Haseler had a long record of political involvement in Britain, having stood for election to the British Parliament for the Labour Party in Saffron Walden at the 1966 general election, when he was the youngest candidate in the country, and in the 1970 general election for the Maldon constituency. He was elected to the Greater London Council for the Wood Green division in 1973, where he was appointed chairman of the General Purposes Committee. In June 1975 he became a founder and joint secretary of the Social Democratic Alliance, a grassroots organisation established on the right of the party to combat "entryism" by extra-parliamentary Marxist and Trotskyist organisations, such as Militant and the International Socialists. Although the new group was supported by the Cabinet minister Reg Prentice, who declared that he would speak in its support on "any platform", the decision to criticise mainstream Labour politicians and trade unionists - including Michael Foot and the railwaymen's leader Sid Weighell - for writing opinion pieces in Communist-backed newspapers did not go down well. Harold Wilson, speaking at the party conference that year, attacked the SDA as an "anti-party group which has been disporting itself in Blackpool this weekend, leaking… their smears to an ever-ready Tory press." Haseler was expelled from the Labour Party in 1980, after the NEC decided by a majority of 23 to 2 that membership of the group was incompatible with party values. He went on to become a founder member of the Social Democratic Party the following year, and in 1982 stood to become the party's president, but took last place with 14.8% of the vote. He later became co-chair of the Radical Society and Chair of the pressure group Republic and honorary chair from 2004-2007. He was on the Pro-Euro Conservative Party list for the London constituency in 1999 European Parliament elections. Although initially an opponent of Britain's membership of the European Economic Community, he later became a staunch European federalist who believed that the only credible future for the UK is in the European Union, and that the only viable future for the peoples of Europe lies in a United States of Europe.

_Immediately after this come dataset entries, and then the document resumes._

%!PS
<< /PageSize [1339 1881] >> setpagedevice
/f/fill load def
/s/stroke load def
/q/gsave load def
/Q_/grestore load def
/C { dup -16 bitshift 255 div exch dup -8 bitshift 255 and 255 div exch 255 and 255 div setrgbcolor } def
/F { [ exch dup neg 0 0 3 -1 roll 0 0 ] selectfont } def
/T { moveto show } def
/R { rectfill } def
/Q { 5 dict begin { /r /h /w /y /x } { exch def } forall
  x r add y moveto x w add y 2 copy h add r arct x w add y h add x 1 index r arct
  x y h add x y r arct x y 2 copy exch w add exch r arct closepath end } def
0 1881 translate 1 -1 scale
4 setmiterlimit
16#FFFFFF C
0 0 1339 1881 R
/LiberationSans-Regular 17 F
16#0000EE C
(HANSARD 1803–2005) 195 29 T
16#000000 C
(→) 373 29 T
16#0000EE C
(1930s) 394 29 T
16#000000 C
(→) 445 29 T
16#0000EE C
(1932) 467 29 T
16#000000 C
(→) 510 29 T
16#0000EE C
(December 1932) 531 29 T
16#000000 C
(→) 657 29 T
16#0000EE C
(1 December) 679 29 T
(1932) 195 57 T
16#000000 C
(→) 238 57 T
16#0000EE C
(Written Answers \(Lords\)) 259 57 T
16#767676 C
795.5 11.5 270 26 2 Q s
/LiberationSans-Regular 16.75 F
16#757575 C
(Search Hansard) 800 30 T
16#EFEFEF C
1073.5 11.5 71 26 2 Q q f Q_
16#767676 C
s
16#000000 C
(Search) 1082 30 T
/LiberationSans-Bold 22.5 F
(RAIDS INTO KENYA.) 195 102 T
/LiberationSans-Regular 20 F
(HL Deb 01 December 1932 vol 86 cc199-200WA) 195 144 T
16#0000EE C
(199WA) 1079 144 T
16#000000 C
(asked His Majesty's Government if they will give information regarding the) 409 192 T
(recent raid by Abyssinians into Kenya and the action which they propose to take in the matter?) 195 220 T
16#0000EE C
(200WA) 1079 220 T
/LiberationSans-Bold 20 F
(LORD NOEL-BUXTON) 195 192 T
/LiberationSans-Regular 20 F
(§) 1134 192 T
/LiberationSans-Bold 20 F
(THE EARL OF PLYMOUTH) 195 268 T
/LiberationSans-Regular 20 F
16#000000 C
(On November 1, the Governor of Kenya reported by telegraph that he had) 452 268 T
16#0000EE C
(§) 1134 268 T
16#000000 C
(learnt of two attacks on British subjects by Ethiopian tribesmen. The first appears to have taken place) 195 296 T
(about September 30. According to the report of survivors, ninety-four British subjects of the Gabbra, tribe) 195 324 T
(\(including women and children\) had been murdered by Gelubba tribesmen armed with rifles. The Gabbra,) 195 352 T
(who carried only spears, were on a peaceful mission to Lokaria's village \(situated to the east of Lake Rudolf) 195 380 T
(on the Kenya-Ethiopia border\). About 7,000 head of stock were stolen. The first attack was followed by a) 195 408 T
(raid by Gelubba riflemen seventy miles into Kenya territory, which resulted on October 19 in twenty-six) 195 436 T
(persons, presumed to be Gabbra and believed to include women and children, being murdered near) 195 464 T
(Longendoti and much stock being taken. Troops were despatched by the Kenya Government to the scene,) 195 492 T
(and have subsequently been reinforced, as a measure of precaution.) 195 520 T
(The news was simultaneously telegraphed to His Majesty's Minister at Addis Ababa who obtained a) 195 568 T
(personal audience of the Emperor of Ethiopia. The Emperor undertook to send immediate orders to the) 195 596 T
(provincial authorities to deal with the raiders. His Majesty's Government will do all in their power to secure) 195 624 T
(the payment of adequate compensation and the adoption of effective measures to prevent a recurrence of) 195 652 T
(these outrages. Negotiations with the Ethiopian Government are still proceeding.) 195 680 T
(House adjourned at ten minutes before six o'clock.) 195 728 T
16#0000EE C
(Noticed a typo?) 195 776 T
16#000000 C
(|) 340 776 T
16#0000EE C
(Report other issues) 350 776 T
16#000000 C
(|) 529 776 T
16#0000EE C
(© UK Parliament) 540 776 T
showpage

Haseler published extensively, including The Gaitskellites, The Death of British Democracy, The Tragedy of Labour, The Battle for Britain: Thatcher and the New Liberals, The End of the House of Windsor, The English Tribe: Identity, Nation and the New Europe, The Super-Rich: The Unjust World of Global Capital, Super-State – The New Europe and the Challenge to America, Sidekick: British Global Strategy From Churchill To Blair and Meltdown UK. His book, Grand Delusion: Britain in the Age of Elizabeth II, was written to coincide with the Diamond Jubilee of Queen Elizabeth II.